• **Work instruction**: Produce a word-for-word copy of the data that follows, excluding images.

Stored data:
******

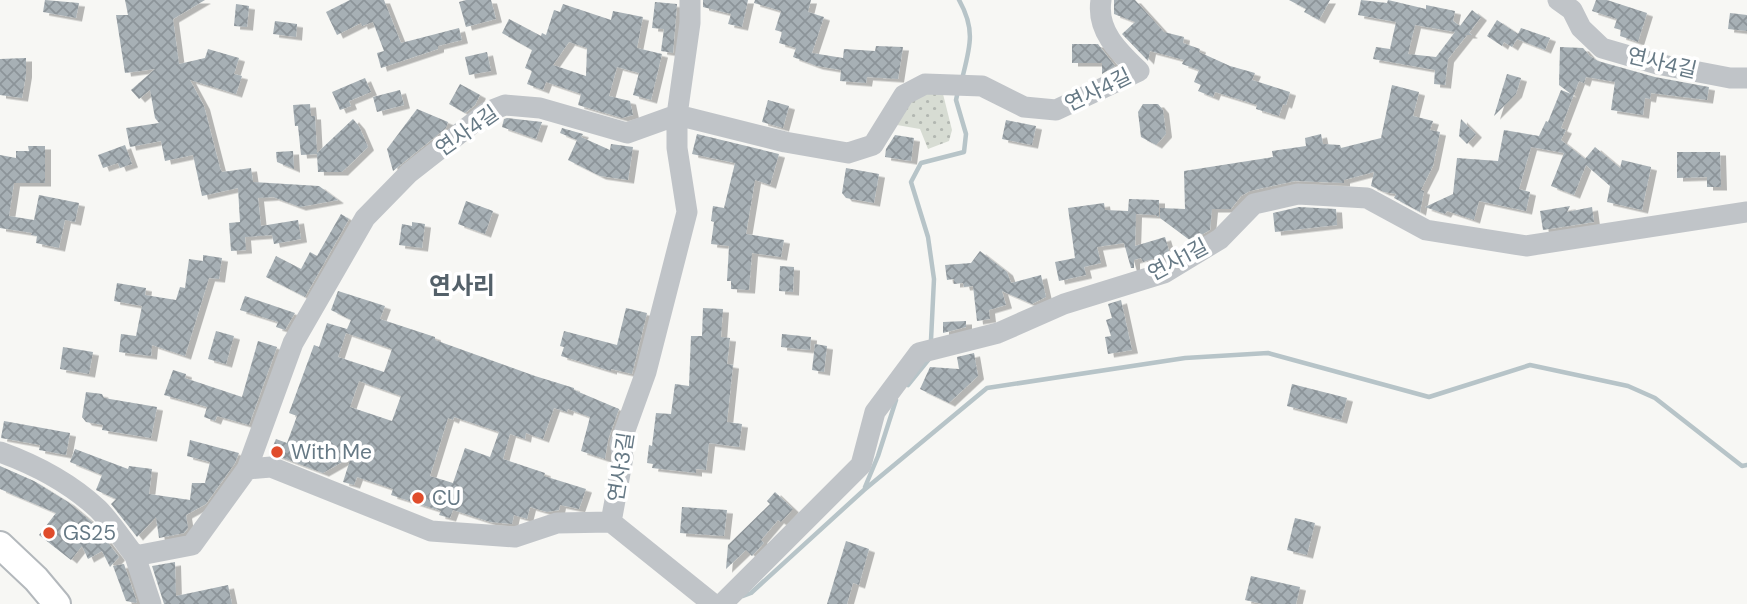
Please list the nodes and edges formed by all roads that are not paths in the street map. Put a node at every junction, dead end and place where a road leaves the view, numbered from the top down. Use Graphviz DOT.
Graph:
graph roads {
  1 [pos="690,0"];
  2 [pos="1101,0"];
  3 [pos="1558,0"];
  4 [pos="1747,78"];
  5 [pos="677,115"];
  6 [pos="1747,212"];
  7 [pos="0,452"];
  8 [pos="247,469"];
  9 [pos="611,522"];
  10 [pos="0,545"];
  11 [pos="135,556"];
  12 [pos="0,566"];
  13 [pos="722,601"];
  14 [pos="38,604"];
  15 [pos="57,604"];
  16 [pos="151,604"];
  1 -- 5 [label="street, 연사3길"];
  2 -- 5 [label="street, 연사4길"];
  3 -- 4 [label="street, 연사4길"];
  5 -- 8 [label="street, 연사4길"];
  5 -- 9 [label="street, 연사3길"];
  6 -- 13 [label="street, 연사1길"];
  7 -- 11 [label="street"];
  8 -- 9 [label="street, 연사3길"];
  8 -- 11 [label="street, 연사4길"];
  9 -- 13 [label="street"];
  10 -- 15 [label="main road"];
  11 -- 16 [label="street"];
  12 -- 14 [label="main road"];
}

******

• **Finished exercise**:
Please list the nodes and edges formed by all roads that are not paths in the street map. Put a node at every junction, dead end and place where a road leaves the view, numbered from the top down. Use Graphviz DOT.
Graph:
graph roads {
  1 [pos="690,0"];
  2 [pos="1101,0"];
  3 [pos="1558,0"];
  4 [pos="1747,78"];
  5 [pos="677,115"];
  6 [pos="1747,212"];
  7 [pos="0,452"];
  8 [pos="247,469"];
  9 [pos="611,522"];
  10 [pos="0,545"];
  11 [pos="135,556"];
  12 [pos="0,566"];
  13 [pos="722,601"];
  14 [pos="38,604"];
  15 [pos="57,604"];
  16 [pos="151,604"];
  1 -- 5 [label="street, 연사3길"];
  2 -- 5 [label="street, 연사4길"];
  3 -- 4 [label="street, 연사4길"];
  5 -- 8 [label="street, 연사4길"];
  5 -- 9 [label="street, 연사3길"];
  6 -- 13 [label="street, 연사1길"];
  7 -- 11 [label="street"];
  8 -- 9 [label="street, 연사3길"];
  8 -- 11 [label="street, 연사4길"];
  9 -- 13 [label="street"];
  10 -- 15 [label="main road"];
  11 -- 16 [label="street"];
  12 -- 14 [label="main road"];
}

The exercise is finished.